CORVALLIS, Ore. - A costly and disturbing accident that two decades ago seemed like the death knell for the nuclear power industry may in fact have set the stage for its rebirth, experts say.

On March 28, the United States will observe the 20th anniversary of its worst nuclear power accident at Three Mile Island in Pennsylvania - an incident that to this day has cast a pall of suspicion and doubt over the future of the nation's nuclear energy industry.

But that same event set into motion technological research and other changes that some experts believe will soon lead to a revitalization of the industry not only in other nations around the world - where the active development of nuclear power never really stopped - but also in the U.S.

And the key, they say, may lie in such events as the 80 or more nuclear "accidents" that have happened at Oregon State University during the past six years, as engineers used simulations in an $8.5 million test facility, which contains no actual radioactive materials, to fine tune the "next generation" of passively-safe nuclear reactors.

"In various tests we have caused loss of coolant, broken pipes, failed pumps, and loss of all electricity for our systems," said Jose Reyes, a professor of nuclear engineering at OSU and former Nuclear Regulatory Commission official who helped review the Three Mile Island incident after it happened. "In some of these scenarios we basically caused everything imaginable to go wrong. And this new reactor design proved to be outstanding."

The result is that based on these and other tests Westinghouse Corp. recently received final design approval for its "AP600" reactor design, bringing it a major step closer to legal certification, commercial sale, and status as the world's first design licensed as a "passively-safe" nuclear reactor.

Those mechanisms - gravity, natural circulation, condensation, evaporation - are based on little more than the natural laws of physics. But researchers say they will produce nuclear reactor technology that could push this form of energy back onto the front burner, especially as demand heats up for a form of energy that, unlike fossil fuels, does not exacerbate the greenhouse effect and global warming.

The accident at Three Mile Island - in which a valve failed, reactor operators misdiagnosed the problem and the reactor core was eventually destroyed - caused the initial impetus for simpler, less complex reactor technology, Reyes said.

It also prompted more focus on the type of smaller, non-catastrophic accidents that posed the most realistic obstacle to the use of nuclear power. After 20 years of research that vision is nearing a reality.

The AP600 design, for instance, has 50 percent fewer valves and 35 percent fewer pumps than a conventional nuclear reactor, Reyes said. In the event of problems or a malfunction, it's designed to protect the nuclear core with basic, natural mechanisms instead of complicated technology.

"This design is very dependable," Reyes said. "It and other passively-safe designs that are under development should go a long way towards resolving any realistic concerns people may have about nuclear safety. About all we have to depend upon is the force of gravity."

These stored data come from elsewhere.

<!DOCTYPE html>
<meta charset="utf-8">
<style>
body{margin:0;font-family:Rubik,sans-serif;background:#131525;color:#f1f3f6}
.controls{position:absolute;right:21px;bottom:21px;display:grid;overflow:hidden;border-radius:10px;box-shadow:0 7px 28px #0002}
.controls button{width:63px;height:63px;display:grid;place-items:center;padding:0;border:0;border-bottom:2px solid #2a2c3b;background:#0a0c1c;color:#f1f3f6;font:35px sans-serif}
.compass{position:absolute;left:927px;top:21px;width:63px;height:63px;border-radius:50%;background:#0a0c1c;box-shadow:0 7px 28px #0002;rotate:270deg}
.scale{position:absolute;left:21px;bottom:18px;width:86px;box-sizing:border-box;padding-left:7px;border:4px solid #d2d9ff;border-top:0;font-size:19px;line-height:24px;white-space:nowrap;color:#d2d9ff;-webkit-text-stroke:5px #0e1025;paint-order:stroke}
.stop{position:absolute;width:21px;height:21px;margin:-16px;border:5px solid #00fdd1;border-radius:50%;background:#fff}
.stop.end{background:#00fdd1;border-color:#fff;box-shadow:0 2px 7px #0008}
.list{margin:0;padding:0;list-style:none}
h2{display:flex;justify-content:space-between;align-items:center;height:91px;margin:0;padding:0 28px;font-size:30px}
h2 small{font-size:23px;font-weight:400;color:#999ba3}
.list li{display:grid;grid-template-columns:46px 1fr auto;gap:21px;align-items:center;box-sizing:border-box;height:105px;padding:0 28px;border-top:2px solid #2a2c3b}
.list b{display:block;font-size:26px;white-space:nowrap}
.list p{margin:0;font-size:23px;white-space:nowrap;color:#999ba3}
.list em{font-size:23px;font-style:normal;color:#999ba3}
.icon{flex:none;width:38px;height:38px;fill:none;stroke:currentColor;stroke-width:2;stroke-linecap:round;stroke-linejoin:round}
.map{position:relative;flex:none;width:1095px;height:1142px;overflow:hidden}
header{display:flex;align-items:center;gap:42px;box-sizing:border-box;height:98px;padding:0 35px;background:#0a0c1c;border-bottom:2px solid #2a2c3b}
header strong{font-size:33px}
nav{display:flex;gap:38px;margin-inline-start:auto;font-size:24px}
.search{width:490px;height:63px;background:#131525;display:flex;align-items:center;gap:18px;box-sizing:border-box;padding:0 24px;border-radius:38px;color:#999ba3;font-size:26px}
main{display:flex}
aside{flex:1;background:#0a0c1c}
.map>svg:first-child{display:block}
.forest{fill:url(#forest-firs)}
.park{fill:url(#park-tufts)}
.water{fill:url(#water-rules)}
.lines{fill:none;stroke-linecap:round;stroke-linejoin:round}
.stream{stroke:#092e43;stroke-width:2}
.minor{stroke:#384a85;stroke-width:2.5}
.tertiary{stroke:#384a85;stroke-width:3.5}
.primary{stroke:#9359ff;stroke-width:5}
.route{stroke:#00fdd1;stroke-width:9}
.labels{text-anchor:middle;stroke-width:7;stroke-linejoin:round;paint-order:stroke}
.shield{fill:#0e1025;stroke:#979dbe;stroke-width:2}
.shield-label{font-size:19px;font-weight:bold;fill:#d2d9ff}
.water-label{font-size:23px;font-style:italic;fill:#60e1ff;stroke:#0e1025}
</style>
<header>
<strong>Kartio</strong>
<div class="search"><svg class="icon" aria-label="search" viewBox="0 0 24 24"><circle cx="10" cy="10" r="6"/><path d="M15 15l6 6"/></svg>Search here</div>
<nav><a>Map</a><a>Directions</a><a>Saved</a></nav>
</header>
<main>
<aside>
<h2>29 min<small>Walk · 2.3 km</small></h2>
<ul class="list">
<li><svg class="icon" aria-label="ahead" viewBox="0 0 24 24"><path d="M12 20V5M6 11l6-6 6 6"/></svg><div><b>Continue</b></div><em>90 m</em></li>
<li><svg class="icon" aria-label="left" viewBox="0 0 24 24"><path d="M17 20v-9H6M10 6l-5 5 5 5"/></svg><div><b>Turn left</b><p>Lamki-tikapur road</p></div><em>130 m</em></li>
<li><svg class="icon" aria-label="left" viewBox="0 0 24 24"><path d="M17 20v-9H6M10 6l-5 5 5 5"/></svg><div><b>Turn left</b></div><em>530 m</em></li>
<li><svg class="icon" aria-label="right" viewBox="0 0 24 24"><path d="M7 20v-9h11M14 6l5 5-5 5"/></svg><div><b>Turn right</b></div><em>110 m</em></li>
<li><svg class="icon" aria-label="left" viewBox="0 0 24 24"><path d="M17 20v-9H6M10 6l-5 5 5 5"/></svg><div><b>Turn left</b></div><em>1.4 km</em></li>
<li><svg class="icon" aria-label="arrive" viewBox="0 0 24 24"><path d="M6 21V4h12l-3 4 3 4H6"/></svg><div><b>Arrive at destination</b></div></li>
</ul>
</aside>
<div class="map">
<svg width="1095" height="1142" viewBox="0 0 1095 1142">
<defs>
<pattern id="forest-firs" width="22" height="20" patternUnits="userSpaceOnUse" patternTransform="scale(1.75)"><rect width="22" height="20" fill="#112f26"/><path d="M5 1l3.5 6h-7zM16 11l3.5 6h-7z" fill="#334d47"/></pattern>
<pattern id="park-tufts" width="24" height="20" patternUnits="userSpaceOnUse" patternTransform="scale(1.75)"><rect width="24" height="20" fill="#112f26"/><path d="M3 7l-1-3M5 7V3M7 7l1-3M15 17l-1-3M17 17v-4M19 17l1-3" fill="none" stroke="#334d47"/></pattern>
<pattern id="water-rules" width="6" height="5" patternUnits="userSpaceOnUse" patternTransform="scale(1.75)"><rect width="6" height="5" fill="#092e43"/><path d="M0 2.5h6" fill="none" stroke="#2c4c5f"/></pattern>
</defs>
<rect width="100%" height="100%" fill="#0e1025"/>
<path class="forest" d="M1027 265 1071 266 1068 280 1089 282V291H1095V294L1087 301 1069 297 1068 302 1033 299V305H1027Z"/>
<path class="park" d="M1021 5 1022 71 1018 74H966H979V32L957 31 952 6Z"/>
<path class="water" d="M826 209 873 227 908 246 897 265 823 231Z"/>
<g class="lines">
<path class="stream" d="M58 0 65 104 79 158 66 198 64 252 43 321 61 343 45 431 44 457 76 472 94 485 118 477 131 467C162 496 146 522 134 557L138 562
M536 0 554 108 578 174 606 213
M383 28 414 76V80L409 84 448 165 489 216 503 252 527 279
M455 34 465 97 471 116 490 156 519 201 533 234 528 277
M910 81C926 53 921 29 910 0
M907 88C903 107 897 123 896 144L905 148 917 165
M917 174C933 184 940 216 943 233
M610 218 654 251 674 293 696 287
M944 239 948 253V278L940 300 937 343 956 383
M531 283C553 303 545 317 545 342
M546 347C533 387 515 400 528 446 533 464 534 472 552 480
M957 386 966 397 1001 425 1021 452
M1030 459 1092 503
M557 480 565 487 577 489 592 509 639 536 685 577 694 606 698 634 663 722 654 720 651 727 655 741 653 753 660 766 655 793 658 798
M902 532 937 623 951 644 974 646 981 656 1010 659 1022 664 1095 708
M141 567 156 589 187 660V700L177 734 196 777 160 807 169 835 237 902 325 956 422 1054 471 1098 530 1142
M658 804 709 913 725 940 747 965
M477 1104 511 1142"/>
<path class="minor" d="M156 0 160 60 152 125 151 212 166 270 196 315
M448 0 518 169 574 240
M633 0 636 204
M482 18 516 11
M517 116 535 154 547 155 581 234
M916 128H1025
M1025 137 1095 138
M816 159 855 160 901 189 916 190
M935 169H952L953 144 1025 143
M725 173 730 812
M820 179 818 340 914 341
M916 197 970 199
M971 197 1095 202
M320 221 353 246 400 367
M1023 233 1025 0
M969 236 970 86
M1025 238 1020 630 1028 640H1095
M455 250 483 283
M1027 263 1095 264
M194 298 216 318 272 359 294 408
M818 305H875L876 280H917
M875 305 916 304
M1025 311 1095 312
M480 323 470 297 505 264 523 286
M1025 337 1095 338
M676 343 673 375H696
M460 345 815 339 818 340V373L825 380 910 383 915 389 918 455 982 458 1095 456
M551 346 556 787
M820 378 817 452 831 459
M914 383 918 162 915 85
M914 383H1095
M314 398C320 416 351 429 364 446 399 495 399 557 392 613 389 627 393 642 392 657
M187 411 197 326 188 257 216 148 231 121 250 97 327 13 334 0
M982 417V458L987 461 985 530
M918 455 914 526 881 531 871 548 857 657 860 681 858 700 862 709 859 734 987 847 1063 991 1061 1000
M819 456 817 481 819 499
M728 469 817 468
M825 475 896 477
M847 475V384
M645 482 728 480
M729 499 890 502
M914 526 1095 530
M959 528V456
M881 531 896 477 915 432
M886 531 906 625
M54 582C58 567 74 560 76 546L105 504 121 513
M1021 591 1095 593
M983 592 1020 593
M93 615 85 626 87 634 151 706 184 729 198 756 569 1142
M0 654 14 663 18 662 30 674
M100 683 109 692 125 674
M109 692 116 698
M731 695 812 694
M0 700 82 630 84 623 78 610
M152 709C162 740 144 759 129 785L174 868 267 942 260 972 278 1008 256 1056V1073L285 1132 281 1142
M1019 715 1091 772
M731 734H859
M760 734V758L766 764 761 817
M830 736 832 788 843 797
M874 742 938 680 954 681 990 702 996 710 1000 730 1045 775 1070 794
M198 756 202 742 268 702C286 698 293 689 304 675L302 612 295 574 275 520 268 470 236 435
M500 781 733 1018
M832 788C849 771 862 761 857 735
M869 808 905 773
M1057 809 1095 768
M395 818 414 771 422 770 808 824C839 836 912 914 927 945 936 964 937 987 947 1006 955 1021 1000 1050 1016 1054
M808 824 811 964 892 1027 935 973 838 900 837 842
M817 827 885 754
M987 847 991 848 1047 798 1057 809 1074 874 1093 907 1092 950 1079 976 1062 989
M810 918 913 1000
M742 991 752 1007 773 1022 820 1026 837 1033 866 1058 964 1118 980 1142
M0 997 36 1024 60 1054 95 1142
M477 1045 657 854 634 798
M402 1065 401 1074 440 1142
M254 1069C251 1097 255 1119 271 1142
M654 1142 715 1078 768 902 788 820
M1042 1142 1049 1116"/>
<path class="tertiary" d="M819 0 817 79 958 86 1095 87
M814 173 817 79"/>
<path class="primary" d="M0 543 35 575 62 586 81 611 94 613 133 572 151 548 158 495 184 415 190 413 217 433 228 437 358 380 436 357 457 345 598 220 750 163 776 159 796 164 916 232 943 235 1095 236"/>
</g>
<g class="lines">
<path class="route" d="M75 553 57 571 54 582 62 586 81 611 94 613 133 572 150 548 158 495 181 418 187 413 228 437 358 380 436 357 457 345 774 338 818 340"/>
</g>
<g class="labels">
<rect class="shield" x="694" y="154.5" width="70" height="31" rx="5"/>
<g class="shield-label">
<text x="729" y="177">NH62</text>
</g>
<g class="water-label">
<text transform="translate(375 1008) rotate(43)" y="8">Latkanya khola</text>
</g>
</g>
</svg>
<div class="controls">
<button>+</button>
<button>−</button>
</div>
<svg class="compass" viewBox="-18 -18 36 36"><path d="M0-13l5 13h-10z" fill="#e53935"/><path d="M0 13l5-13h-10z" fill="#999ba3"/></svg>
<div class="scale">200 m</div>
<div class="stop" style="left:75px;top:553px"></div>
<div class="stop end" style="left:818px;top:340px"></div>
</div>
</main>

The last nuclear power plant in the United States was completed in the 1980s, Reyes said. No new plants have been ordered in the U.S. since then, although the 109 operating nuclear power plants still provide 20 percent of the nation's electricity. But the need for a form of energy that is readily available, can be produced close to where it is needed, is cost competitive and doesn't cause greenhouse gas emissions should force a closer look at expanding the nuclear energy role, he said.

"Other nations such as Japan and France make heavy use of nuclear energy, and in fact are now moving ahead of us in the development of the newest technology," Reyes said. "And the United States is committed to reducing greenhouse gas emissions. Frankly I don't know how we can do that without further expansion of our nuclear energy industry."

OSU has been instrumental in helping to bring new reactor technology from the drawing board to reality, Reyes said. Its elaborate testing facilities have been used in years of testing by private industry and the Nuclear Regulatory Commission, and that agency has just given OSU a new five-year contract to explore basic technological questions related to advanced reactor concepts.

One of the few remaining obstacles to a renewed push for nuclear energy - the lack of a permanent repository for high level radioactive waste - has basically been solved on a technical level, Reyes said, and is just waiting for final designation of a site by the U.S. Department of Energy.

"We've come a long way since the incident at Three Mile Island," Reyes said. "It seemed like nothing but a tragedy at the time, but in fact it helped motivate this industry towards simpler reactor designs, more sophisticated inspections, improved maintenance, incident response management and risk assessment studies. And people sometimes forget that even in that accident, no one was ever injured.

"It's time now for people to take another look at nuclear energy and the safe, dependable new technologies that have been developed," Reyes said. "Around the world they are already doing that. With the environmental issues we're concerned about, it's clear that nuclear power is one of the solutions."